“He is despised and rejected of men; a man of sorrows, and acquainted with grief: and we hid as it were our faces from him; he was despised, and we esteemed him not.”
Isaiah 53:3
We esteemed Him not.
This phrase has stuck with me this Easter season. I prefer to focus on Jesus’ victory over sin and death. Christ is risen! But this declaration that we esteemed Him not—
What does it mean? As I dug deeper, I noticed that this rejection is passive rather than active–apathetic rather than hateful.
At least hatred acknowledges a person or a deed. Apathy goes beyond; apathy doesn’t even care.
Apathy. For our bleeding Savior. Barnes’ says, “…he was regarded as cut off from man…that he was the most abject and vile of mortals in the estimation of others; so vile as not to be deemed worthy of the treatment due to the lowest of men.”

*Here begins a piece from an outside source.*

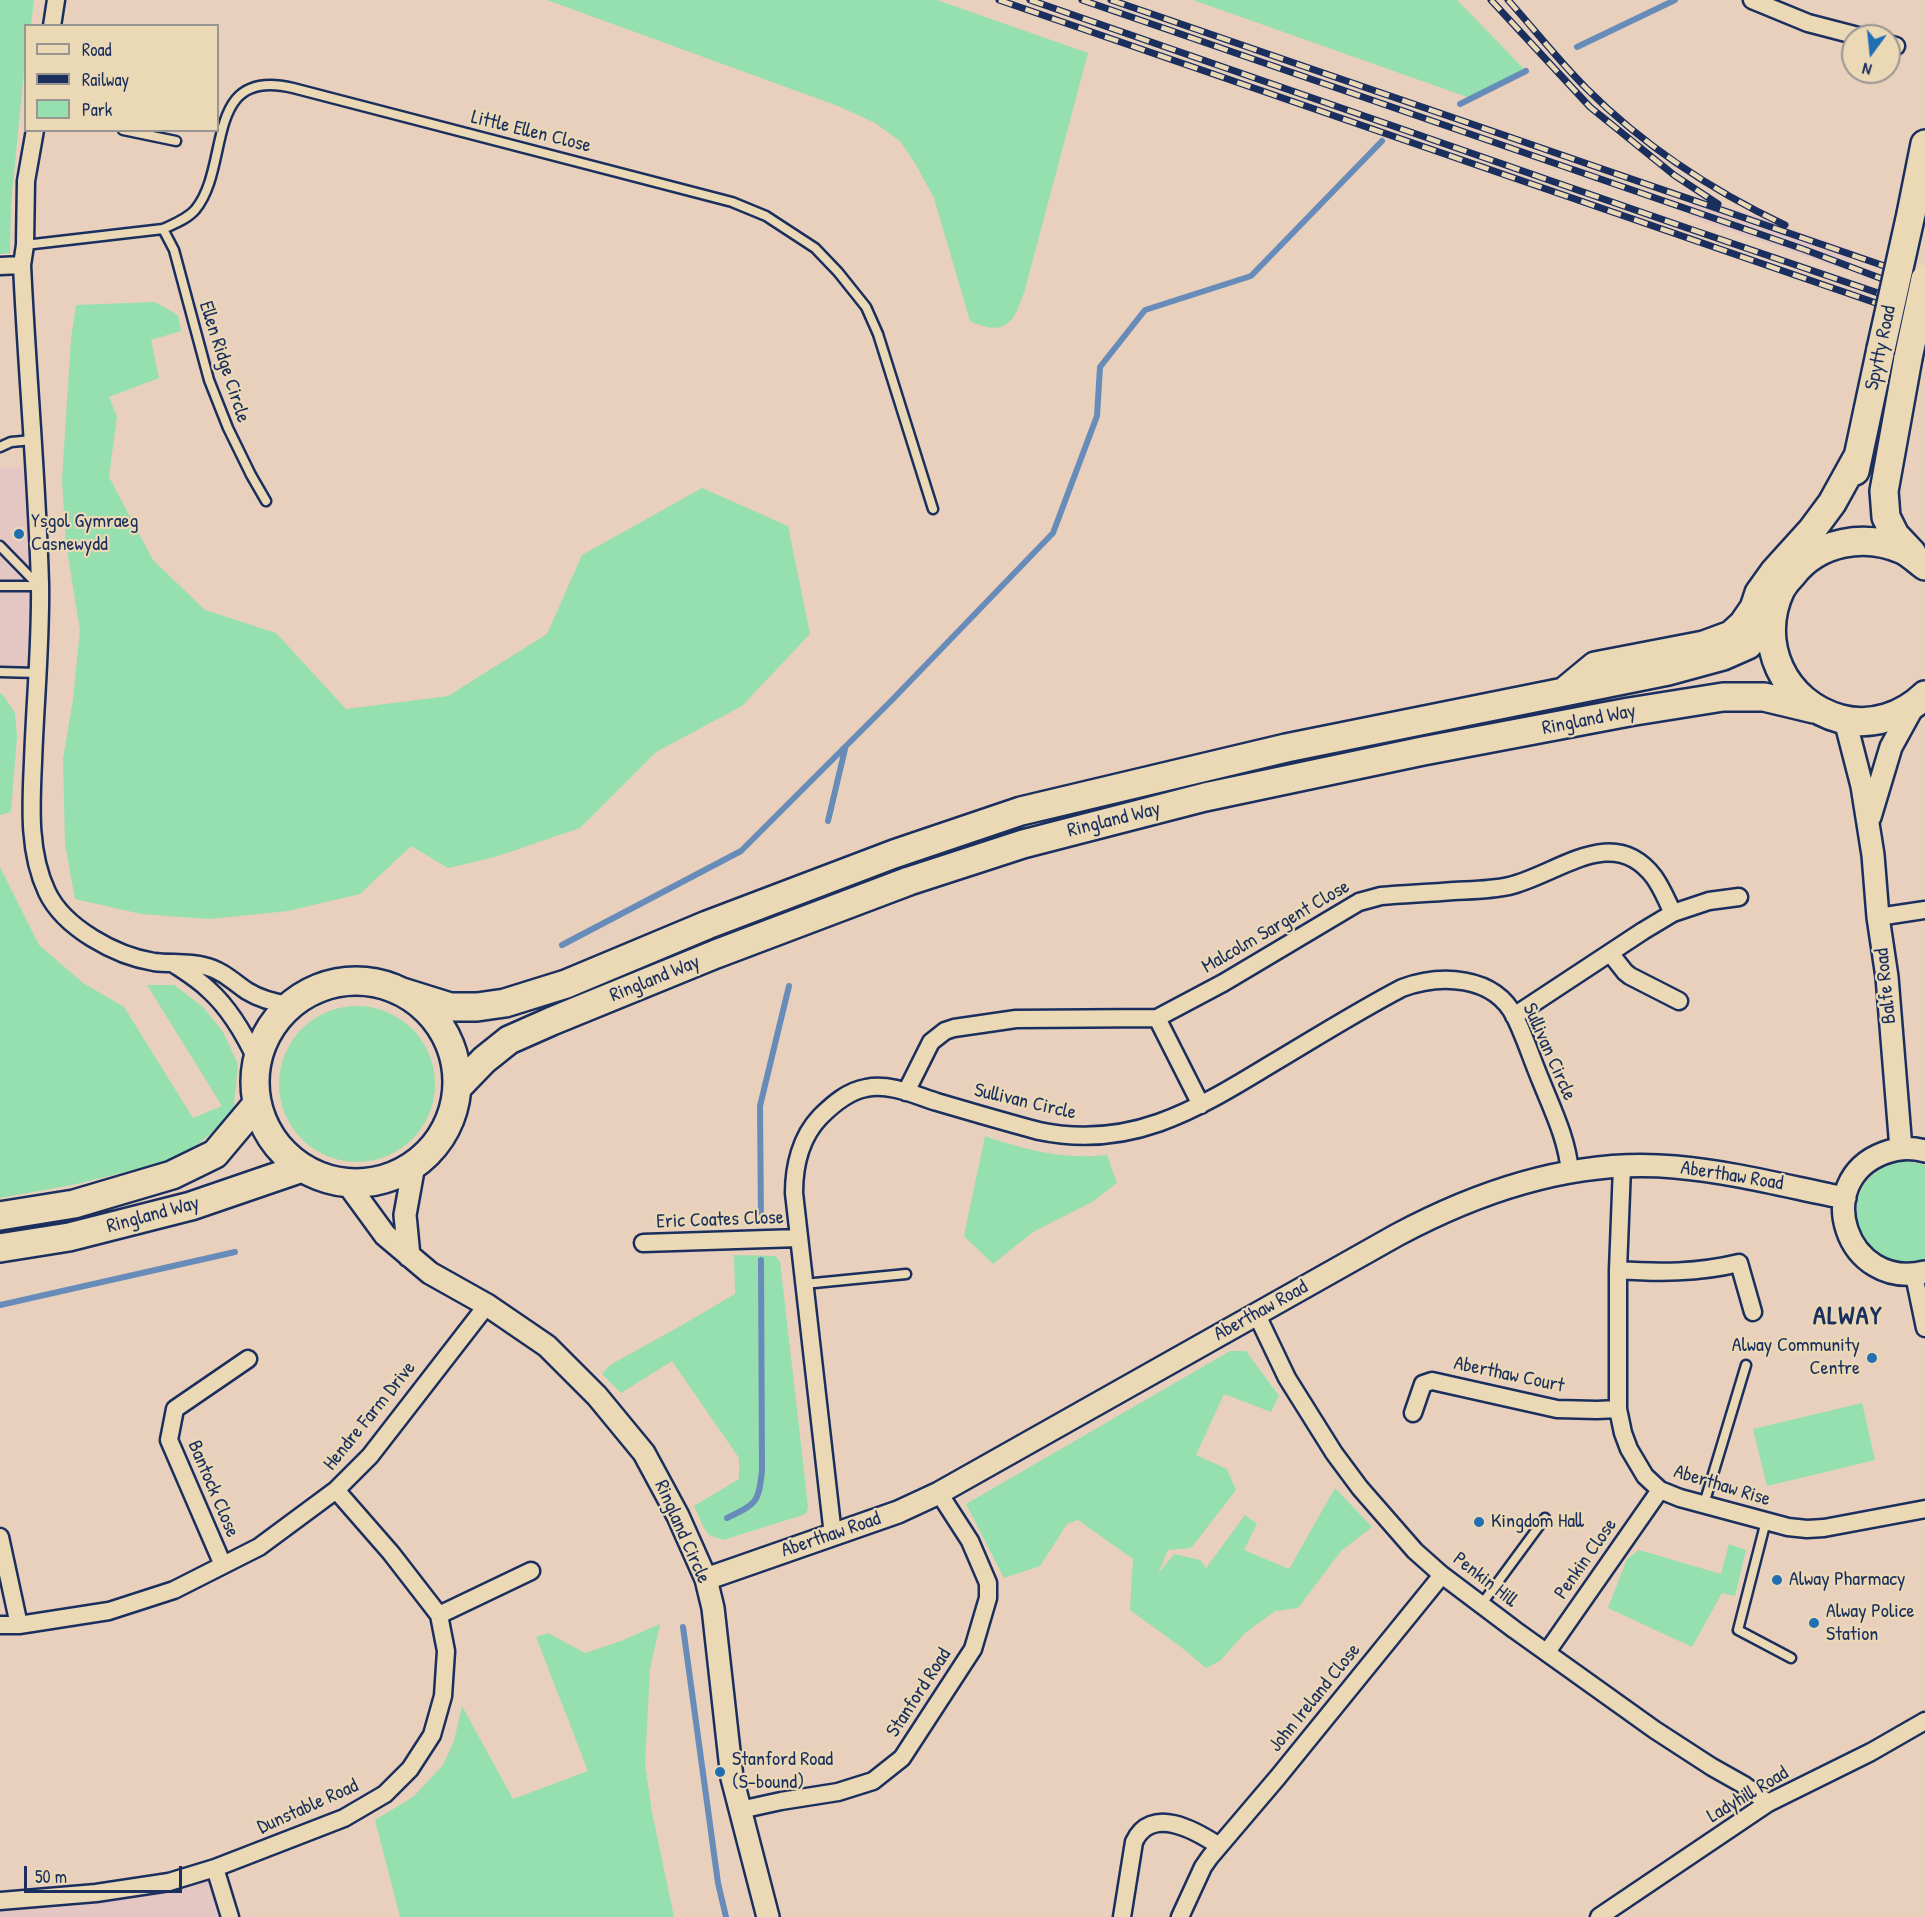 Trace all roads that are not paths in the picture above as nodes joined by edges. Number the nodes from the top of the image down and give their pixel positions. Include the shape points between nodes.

“He is despised and rejected of men; a man of sorrows, and acquainted with grief: and we hid as it were our faces from him; he was despised, and we esteemed him not.”
Isaiah 53:3
This verse speaks in first person plural of the Jewish nation, but I, for one, can see myself in the “we.”
I am so focused on my risen Lord that I don’t esteem my dying Lord. I grow apathetic to the suffering God on the cross, bearing the weight of sin and shame of mankind. My sin and my shame.
Esteem Him this Easter season. Esteem the dying God and worship the living One.